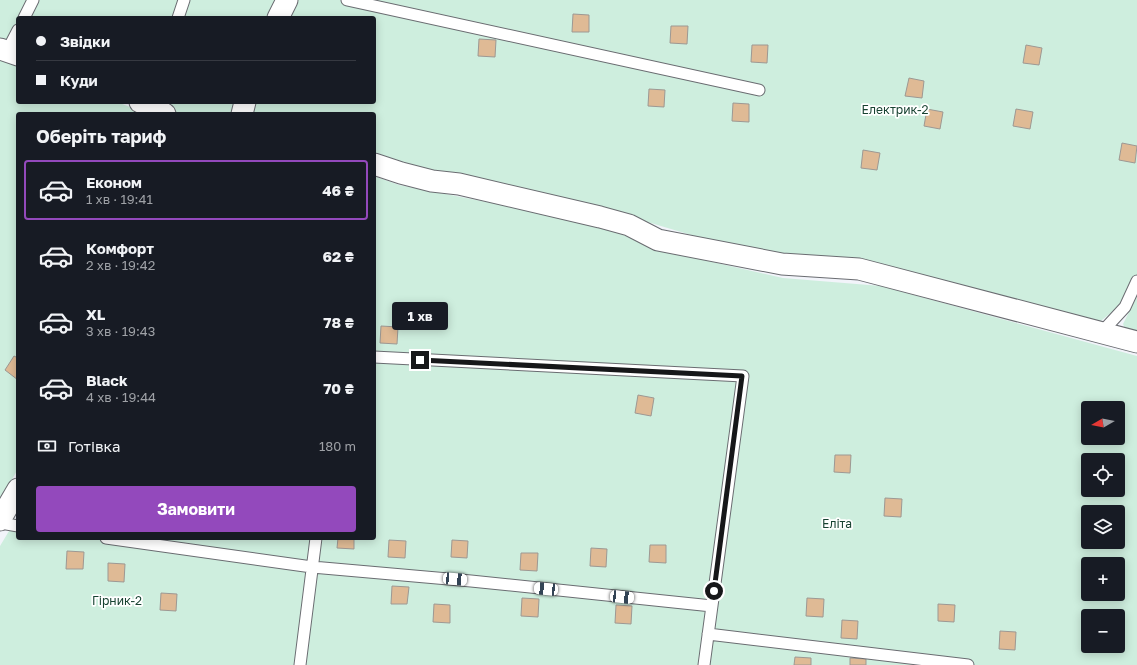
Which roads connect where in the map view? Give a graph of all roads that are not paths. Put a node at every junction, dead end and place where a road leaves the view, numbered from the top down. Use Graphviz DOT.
graph roads {
  1 [pos="33,0"];
  2 [pos="184,0"];
  3 [pos="287,0"];
  4 [pos="347,0"];
  5 [pos="25,16"];
  6 [pos="179,16"];
  7 [pos="279,16"];
  8 [pos="16,34"];
  9 [pos="8,51"];
  10 [pos="759,90"];
  11 [pos="376,165"];
  12 [pos="1137,281"];
  13 [pos="1101,333"];
  14 [pos="1137,342"];
  15 [pos="376,357"];
  16 [pos="16,492"];
  17 [pos="0,520"];
  18 [pos="0,523"];
  19 [pos="16,526"];
  20 [pos="120,540"];
  21 [pos="316,540"];
  22 [pos="312,567"];
  23 [pos="712,606"];
  24 [pos="708,634"];
  25 [pos="300,665"];
  26 [pos="704,665"];
  27 [pos="968,665"];
  1 -- 5 [label="lane"];
  2 -- 6 [label="lane"];
  3 -- 7 [label="street"];
  4 -- 10 [label="lane"];
  8 -- 9 [label="lane"];
  11 -- 13 [label="street"];
  12 -- 13 [label="lane"];
  13 -- 14 [label="street"];
  15 -- 23 [label="lane"];
  16 -- 17 [label="street"];
  18 -- 19 [label="lane"];
  20 -- 22 [label="lane"];
  21 -- 22 [label="lane"];
  22 -- 23 [label="lane"];
  22 -- 25 [label="lane"];
  23 -- 24 [label="lane"];
  24 -- 26 [label="lane"];
  24 -- 27 [label="lane"];
}
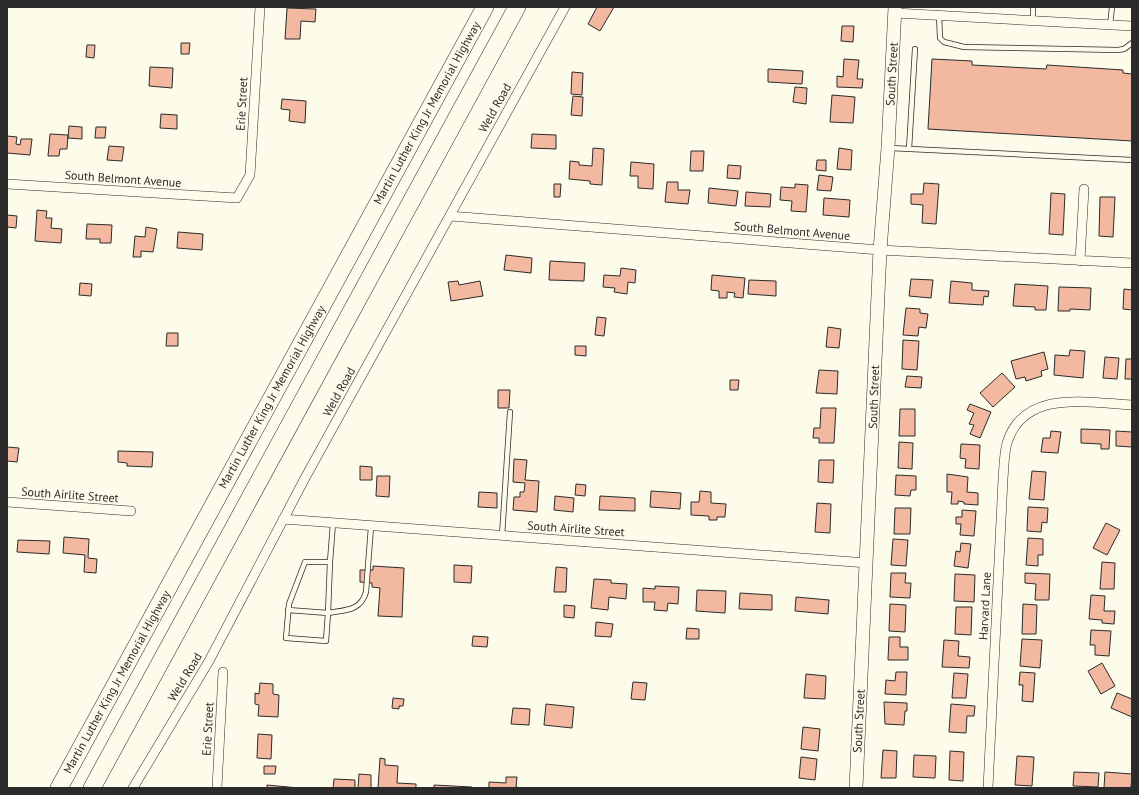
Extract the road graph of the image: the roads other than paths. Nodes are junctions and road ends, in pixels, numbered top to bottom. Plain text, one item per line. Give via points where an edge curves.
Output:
1 (260, 7) edge
2 (485, 7) edge
3 (517, 7) edge
4 (565, 7) edge
5 (1033, 7) edge
6 (1112, 7) edge
7 (895, 10) edge
8 (939, 15) junction
9 (1033, 20) junction
10 (1110, 25) junction
11 (1132, 26) edge
12 (1132, 43) edge
13 (915, 49) dead end
14 (888, 148) junction
15 (909, 149) junction
16 (1132, 160) edge
17 (7, 184) edge
18 (1084, 189) dead end
19 (237, 198) joint
20 (450, 216) junction
21 (880, 250) junction
22 (1080, 261) junction
23 (1132, 263) edge
24 (1132, 405) edge
25 (510, 412) dead end
26 (7, 502) edge
27 (132, 511) dead end
28 (283, 520) junction
29 (333, 523) junction
30 (370, 527) junction
31 (502, 536) junction
32 (330, 562) junction
33 (867, 563) junction
34 (288, 610) junction
35 (328, 613) junction
36 (223, 672) dead end
37 (59, 788) edge
38 (92, 788) edge
39 (133, 788) edge
40 (217, 788) edge
41 (856, 788) edge
42 (988, 788) edge

1 - 19 street, Erie Street via 250,175
2 - 37 highway, Martin Luther King Jr Memorial Highway
3 - 38 highway
4 - 20 street, Weld Road
5 - 9 lane
6 - 10 lane
7 - 8 street
7 - 14 street, South Street
8 - 9 street
8 - 12 lane via 940,38 944,42 964,47 1118,50
9 - 10 street
10 - 11 street
13 - 15 lane
14 - 15 lane
14 - 21 street, South Street
15 - 16 lane
17 - 19 street, South Belmont Avenue
18 - 22 street
20 - 21 street, South Belmont Avenue
20 - 28 street, Weld Road
21 - 22 street, South Belmont Avenue
21 - 33 street, South Street
22 - 23 street, South Belmont Avenue
24 - 42 street, Harvard Lane via 1053,402 1024,416 1007,443
25 - 31 lane
26 - 27 street, South Airlite Street
28 - 29 street, South Airlite Street
28 - 39 street, Weld Road via 209,661
29 - 30 street, South Airlite Street
29 - 32 lane
30 - 31 street, South Airlite Street
30 - 35 lane via 364,600 354,609
31 - 33 street, South Airlite Street
32 - 34 lane via 305,562
32 - 35 lane
33 - 41 street, South Street
34 - 35 lane
34 - 35 lane via 286,638 326,641
36 - 40 street, Erie Street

———

• _Problem_: Apart from the pictures, return every entry above exactly as given.

• _Answer box_:
Which roads connect where in the map view? Give a graph of all roads that are not paths. Put a node at every junction, dead end and place where a road leaves the view, numbered from the top down. Use Graphviz DOT.
graph roads {
  1 [pos="33,0"];
  2 [pos="184,0"];
  3 [pos="287,0"];
  4 [pos="347,0"];
  5 [pos="25,16"];
  6 [pos="179,16"];
  7 [pos="279,16"];
  8 [pos="16,34"];
  9 [pos="8,51"];
  10 [pos="759,90"];
  11 [pos="376,165"];
  12 [pos="1137,281"];
  13 [pos="1101,333"];
  14 [pos="1137,342"];
  15 [pos="376,357"];
  16 [pos="16,492"];
  17 [pos="0,520"];
  18 [pos="0,523"];
  19 [pos="16,526"];
  20 [pos="120,540"];
  21 [pos="316,540"];
  22 [pos="312,567"];
  23 [pos="712,606"];
  24 [pos="708,634"];
  25 [pos="300,665"];
  26 [pos="704,665"];
  27 [pos="968,665"];
  1 -- 5 [label="lane"];
  2 -- 6 [label="lane"];
  3 -- 7 [label="street"];
  4 -- 10 [label="lane"];
  8 -- 9 [label="lane"];
  11 -- 13 [label="street"];
  12 -- 13 [label="lane"];
  13 -- 14 [label="street"];
  15 -- 23 [label="lane"];
  16 -- 17 [label="street"];
  18 -- 19 [label="lane"];
  20 -- 22 [label="lane"];
  21 -- 22 [label="lane"];
  22 -- 23 [label="lane"];
  22 -- 25 [label="lane"];
  23 -- 24 [label="lane"];
  24 -- 26 [label="lane"];
  24 -- 27 [label="lane"];
}
Extract the road graph of the image: the roads other than paths. Nodes are junctions and road ends, in pixels, numbered top to bottom. Plain text, one item per line. Give via points where an edge curves.
Output:
1 (260, 7) edge
2 (485, 7) edge
3 (517, 7) edge
4 (565, 7) edge
5 (1033, 7) edge
6 (1112, 7) edge
7 (895, 10) edge
8 (939, 15) junction
9 (1033, 20) junction
10 (1110, 25) junction
11 (1132, 26) edge
12 (1132, 43) edge
13 (915, 49) dead end
14 (888, 148) junction
15 (909, 149) junction
16 (1132, 160) edge
17 (7, 184) edge
18 (1084, 189) dead end
19 (237, 198) joint
20 (450, 216) junction
21 (880, 250) junction
22 (1080, 261) junction
23 (1132, 263) edge
24 (1132, 405) edge
25 (510, 412) dead end
26 (7, 502) edge
27 (132, 511) dead end
28 (283, 520) junction
29 (333, 523) junction
30 (370, 527) junction
31 (502, 536) junction
32 (330, 562) junction
33 (867, 563) junction
34 (288, 610) junction
35 (328, 613) junction
36 (223, 672) dead end
37 (59, 788) edge
38 (92, 788) edge
39 (133, 788) edge
40 (217, 788) edge
41 (856, 788) edge
42 (988, 788) edge

1 - 19 street, Erie Street via 250,175
2 - 37 highway, Martin Luther King Jr Memorial Highway
3 - 38 highway
4 - 20 street, Weld Road
5 - 9 lane
6 - 10 lane
7 - 8 street
7 - 14 street, South Street
8 - 9 street
8 - 12 lane via 940,38 944,42 964,47 1118,50
9 - 10 street
10 - 11 street
13 - 15 lane
14 - 15 lane
14 - 21 street, South Street
15 - 16 lane
17 - 19 street, South Belmont Avenue
18 - 22 street
20 - 21 street, South Belmont Avenue
20 - 28 street, Weld Road
21 - 22 street, South Belmont Avenue
21 - 33 street, South Street
22 - 23 street, South Belmont Avenue
24 - 42 street, Harvard Lane via 1053,402 1024,416 1007,443
25 - 31 lane
26 - 27 street, South Airlite Street
28 - 29 street, South Airlite Street
28 - 39 street, Weld Road via 209,661
29 - 30 street, South Airlite Street
29 - 32 lane
30 - 31 street, South Airlite Street
30 - 35 lane via 364,600 354,609
31 - 33 street, South Airlite Street
32 - 34 lane via 305,562
32 - 35 lane
33 - 41 street, South Street
34 - 35 lane
34 - 35 lane via 286,638 326,641
36 - 40 street, Erie Street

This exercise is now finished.